→ What you should do
Would you please output, word for word, the span of the listing below that opens on the line containing "middle dip: (810, 859)" and closes on the line containing "pinky dip: (1325, 769)"? Include both ends and nothing more.

→ Provided data

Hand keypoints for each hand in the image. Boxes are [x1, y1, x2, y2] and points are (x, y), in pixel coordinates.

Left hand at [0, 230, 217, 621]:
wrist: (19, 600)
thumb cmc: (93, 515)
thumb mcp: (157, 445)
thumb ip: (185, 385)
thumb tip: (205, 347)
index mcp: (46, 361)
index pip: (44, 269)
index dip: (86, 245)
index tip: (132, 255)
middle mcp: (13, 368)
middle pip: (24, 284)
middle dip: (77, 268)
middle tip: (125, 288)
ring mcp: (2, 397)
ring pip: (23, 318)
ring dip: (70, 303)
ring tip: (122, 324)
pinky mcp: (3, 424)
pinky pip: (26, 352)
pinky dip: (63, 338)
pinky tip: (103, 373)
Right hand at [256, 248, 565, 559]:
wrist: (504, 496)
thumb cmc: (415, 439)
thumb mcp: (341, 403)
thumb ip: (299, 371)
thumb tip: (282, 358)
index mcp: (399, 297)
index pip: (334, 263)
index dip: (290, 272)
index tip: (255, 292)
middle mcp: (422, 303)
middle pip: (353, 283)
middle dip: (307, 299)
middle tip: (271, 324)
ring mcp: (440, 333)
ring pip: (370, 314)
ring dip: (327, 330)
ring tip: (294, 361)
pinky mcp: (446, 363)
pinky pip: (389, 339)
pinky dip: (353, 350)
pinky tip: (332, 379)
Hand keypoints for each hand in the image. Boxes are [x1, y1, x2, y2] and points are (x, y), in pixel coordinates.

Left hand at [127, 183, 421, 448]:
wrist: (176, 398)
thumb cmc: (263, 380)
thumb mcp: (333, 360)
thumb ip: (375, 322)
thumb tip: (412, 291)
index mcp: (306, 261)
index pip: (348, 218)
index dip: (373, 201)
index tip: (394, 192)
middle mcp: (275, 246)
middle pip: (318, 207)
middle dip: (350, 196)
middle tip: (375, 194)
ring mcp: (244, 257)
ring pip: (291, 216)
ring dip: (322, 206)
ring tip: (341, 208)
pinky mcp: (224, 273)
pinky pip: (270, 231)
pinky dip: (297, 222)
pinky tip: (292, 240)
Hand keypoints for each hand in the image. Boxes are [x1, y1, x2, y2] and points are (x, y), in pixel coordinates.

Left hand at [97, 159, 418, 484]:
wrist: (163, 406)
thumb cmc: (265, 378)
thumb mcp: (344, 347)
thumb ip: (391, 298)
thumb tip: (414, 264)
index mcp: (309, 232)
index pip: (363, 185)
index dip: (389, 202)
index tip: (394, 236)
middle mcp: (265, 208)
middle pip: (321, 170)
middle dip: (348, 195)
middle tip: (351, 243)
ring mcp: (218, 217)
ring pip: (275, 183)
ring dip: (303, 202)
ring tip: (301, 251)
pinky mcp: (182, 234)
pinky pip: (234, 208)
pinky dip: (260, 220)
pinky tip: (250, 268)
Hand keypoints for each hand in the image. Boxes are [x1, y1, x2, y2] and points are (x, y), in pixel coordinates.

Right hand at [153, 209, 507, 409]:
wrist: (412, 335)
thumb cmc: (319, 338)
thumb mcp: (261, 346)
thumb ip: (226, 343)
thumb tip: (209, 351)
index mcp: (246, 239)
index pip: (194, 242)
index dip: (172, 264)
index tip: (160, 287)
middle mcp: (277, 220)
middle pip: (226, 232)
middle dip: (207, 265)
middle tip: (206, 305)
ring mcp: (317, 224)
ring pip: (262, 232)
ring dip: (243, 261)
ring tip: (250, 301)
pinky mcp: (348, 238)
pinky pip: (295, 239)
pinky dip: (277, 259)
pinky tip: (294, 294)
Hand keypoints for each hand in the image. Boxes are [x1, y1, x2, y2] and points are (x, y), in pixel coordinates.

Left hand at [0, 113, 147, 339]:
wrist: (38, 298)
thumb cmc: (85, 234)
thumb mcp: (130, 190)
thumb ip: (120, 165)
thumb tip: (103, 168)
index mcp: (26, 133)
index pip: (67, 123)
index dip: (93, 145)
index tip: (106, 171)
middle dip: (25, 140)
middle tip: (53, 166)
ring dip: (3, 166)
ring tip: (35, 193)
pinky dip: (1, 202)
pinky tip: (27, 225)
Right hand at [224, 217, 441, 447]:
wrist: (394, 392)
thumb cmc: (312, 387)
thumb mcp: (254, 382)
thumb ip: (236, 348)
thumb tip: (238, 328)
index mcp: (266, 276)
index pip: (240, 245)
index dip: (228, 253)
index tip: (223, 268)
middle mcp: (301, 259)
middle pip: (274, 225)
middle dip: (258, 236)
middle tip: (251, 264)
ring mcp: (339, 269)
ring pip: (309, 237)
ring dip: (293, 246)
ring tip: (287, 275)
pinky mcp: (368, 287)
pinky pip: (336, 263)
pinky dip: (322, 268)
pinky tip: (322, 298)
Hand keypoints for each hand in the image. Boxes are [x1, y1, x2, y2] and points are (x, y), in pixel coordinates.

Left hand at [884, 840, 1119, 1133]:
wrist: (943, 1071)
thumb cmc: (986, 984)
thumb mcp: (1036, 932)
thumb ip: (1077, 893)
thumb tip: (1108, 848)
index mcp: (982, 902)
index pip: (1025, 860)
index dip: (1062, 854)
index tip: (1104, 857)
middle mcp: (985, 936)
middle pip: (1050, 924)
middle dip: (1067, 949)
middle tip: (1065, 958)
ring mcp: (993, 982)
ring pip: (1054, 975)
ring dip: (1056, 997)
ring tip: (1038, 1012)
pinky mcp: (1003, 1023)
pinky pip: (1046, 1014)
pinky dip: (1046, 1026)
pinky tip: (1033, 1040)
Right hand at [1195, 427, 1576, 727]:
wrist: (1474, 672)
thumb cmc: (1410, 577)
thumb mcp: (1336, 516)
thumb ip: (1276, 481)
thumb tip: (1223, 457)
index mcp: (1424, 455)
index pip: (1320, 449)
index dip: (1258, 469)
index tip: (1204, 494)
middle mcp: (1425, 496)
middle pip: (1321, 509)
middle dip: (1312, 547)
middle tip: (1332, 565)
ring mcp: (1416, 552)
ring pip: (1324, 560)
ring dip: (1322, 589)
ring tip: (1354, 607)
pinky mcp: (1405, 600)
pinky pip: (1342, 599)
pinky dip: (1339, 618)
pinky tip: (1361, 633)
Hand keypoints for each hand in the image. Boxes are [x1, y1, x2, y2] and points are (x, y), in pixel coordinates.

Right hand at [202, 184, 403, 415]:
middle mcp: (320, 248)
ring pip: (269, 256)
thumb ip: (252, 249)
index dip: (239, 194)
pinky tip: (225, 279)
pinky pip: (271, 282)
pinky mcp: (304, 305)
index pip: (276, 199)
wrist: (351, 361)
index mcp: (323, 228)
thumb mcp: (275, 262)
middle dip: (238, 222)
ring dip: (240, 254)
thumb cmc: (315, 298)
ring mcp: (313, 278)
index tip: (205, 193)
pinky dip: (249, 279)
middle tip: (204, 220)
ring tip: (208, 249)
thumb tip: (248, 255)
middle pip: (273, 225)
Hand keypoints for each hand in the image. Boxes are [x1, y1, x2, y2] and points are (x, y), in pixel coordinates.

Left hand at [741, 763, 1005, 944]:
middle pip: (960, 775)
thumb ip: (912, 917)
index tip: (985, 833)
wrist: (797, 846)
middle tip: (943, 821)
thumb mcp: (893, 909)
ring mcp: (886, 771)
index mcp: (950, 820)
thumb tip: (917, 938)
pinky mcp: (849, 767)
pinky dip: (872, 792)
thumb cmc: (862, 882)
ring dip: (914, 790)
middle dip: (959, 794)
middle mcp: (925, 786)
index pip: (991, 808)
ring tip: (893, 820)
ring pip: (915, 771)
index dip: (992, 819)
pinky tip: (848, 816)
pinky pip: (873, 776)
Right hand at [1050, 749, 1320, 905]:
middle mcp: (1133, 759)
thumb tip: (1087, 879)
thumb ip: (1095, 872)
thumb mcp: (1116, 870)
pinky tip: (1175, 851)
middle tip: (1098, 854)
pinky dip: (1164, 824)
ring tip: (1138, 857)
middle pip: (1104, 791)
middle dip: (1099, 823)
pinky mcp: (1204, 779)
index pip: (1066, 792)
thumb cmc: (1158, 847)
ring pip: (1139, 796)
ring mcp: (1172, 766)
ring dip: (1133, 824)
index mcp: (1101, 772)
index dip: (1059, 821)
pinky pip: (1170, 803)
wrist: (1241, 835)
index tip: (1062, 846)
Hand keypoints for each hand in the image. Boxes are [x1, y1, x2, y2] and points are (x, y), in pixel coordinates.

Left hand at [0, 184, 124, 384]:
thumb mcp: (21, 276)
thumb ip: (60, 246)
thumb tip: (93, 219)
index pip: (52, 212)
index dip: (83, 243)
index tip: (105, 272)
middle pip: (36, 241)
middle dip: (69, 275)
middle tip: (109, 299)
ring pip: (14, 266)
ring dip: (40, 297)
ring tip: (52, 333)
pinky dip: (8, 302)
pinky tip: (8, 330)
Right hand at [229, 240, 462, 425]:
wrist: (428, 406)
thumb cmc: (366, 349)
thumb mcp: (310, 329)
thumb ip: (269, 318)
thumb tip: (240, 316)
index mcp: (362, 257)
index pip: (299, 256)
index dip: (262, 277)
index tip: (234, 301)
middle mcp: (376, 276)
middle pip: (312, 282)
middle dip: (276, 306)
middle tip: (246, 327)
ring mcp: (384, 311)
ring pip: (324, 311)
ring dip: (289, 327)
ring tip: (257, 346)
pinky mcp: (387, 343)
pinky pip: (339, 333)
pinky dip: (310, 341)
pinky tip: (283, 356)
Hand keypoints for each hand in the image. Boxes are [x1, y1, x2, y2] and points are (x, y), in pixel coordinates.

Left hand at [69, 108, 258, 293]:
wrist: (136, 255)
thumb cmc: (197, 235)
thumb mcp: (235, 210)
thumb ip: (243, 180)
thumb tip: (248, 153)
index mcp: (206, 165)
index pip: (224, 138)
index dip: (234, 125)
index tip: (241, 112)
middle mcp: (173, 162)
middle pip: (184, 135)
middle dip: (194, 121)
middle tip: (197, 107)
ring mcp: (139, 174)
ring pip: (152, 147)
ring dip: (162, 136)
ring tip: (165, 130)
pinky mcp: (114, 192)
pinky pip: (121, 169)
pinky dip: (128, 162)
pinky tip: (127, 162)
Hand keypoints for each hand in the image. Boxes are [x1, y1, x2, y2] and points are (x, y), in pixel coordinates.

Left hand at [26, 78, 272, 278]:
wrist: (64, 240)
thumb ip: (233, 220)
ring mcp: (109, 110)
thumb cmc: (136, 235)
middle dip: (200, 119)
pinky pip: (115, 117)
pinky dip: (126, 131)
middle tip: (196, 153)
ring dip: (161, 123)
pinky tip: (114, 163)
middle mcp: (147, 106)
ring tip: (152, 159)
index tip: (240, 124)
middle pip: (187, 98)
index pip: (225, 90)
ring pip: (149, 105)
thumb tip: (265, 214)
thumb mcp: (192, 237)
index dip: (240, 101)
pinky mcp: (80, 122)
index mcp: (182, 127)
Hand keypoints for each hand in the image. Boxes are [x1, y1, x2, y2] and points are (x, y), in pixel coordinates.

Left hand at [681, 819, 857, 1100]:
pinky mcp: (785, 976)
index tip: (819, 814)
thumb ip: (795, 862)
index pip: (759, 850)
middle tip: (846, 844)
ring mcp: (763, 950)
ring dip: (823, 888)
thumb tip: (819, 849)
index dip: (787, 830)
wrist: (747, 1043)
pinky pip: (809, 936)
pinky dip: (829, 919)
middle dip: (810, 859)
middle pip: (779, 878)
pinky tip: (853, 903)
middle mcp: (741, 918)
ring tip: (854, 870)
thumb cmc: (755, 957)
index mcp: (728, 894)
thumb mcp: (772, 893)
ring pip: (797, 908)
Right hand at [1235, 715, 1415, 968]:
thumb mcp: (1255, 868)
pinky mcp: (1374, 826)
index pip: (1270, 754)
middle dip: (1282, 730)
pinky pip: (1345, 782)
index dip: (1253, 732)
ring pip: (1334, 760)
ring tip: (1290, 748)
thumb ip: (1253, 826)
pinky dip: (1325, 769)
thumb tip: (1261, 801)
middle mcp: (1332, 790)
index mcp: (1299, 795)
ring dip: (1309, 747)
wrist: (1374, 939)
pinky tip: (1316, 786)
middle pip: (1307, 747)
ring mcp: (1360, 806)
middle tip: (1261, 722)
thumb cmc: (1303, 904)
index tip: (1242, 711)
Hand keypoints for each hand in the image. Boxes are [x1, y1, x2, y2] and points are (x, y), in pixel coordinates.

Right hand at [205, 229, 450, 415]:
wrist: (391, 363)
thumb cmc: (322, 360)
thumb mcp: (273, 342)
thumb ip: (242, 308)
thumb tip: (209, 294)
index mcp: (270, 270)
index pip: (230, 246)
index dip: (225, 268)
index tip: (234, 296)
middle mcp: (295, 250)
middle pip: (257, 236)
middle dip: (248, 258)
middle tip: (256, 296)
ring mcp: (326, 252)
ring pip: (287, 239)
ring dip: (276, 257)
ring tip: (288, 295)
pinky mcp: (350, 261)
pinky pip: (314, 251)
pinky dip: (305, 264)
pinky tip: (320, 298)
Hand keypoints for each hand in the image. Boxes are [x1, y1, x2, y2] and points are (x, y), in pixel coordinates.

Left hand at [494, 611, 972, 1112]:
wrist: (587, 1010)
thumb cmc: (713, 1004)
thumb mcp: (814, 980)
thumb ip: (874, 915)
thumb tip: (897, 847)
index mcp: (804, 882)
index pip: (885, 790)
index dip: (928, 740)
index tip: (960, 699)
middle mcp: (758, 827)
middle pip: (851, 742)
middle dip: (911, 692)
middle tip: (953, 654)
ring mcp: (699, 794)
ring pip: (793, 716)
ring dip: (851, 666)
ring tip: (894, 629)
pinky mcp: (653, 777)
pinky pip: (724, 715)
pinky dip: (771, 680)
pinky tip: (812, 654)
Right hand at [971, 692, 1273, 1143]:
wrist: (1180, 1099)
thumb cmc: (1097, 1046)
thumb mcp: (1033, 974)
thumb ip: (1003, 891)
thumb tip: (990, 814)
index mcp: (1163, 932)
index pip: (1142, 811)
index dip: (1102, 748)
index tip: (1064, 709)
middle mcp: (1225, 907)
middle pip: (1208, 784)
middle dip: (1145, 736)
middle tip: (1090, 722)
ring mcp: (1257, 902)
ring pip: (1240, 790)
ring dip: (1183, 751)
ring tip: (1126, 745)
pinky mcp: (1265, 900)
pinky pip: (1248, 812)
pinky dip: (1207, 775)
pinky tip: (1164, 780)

→ Exercise response
middle dip: (810, 859)
middle pip: (779, 878)
pinky tip: (853, 903)
middle mcp: (741, 918)
ring tip: (854, 870)
thumb cmc: (755, 957)
index mcp: (728, 894)
thumb mcp: (772, 893)
ring pip: (797, 908)
Right hand at [1235, 715, 1415, 968]:
thumb mcp: (1255, 868)
pinky mcp: (1374, 826)
index pip: (1270, 754)
middle dip: (1282, 730)
pinky pip: (1345, 782)
index dip: (1253, 732)
ring pip: (1334, 760)
ring tip: (1290, 748)
thumb ip: (1253, 826)
pinky dip: (1325, 769)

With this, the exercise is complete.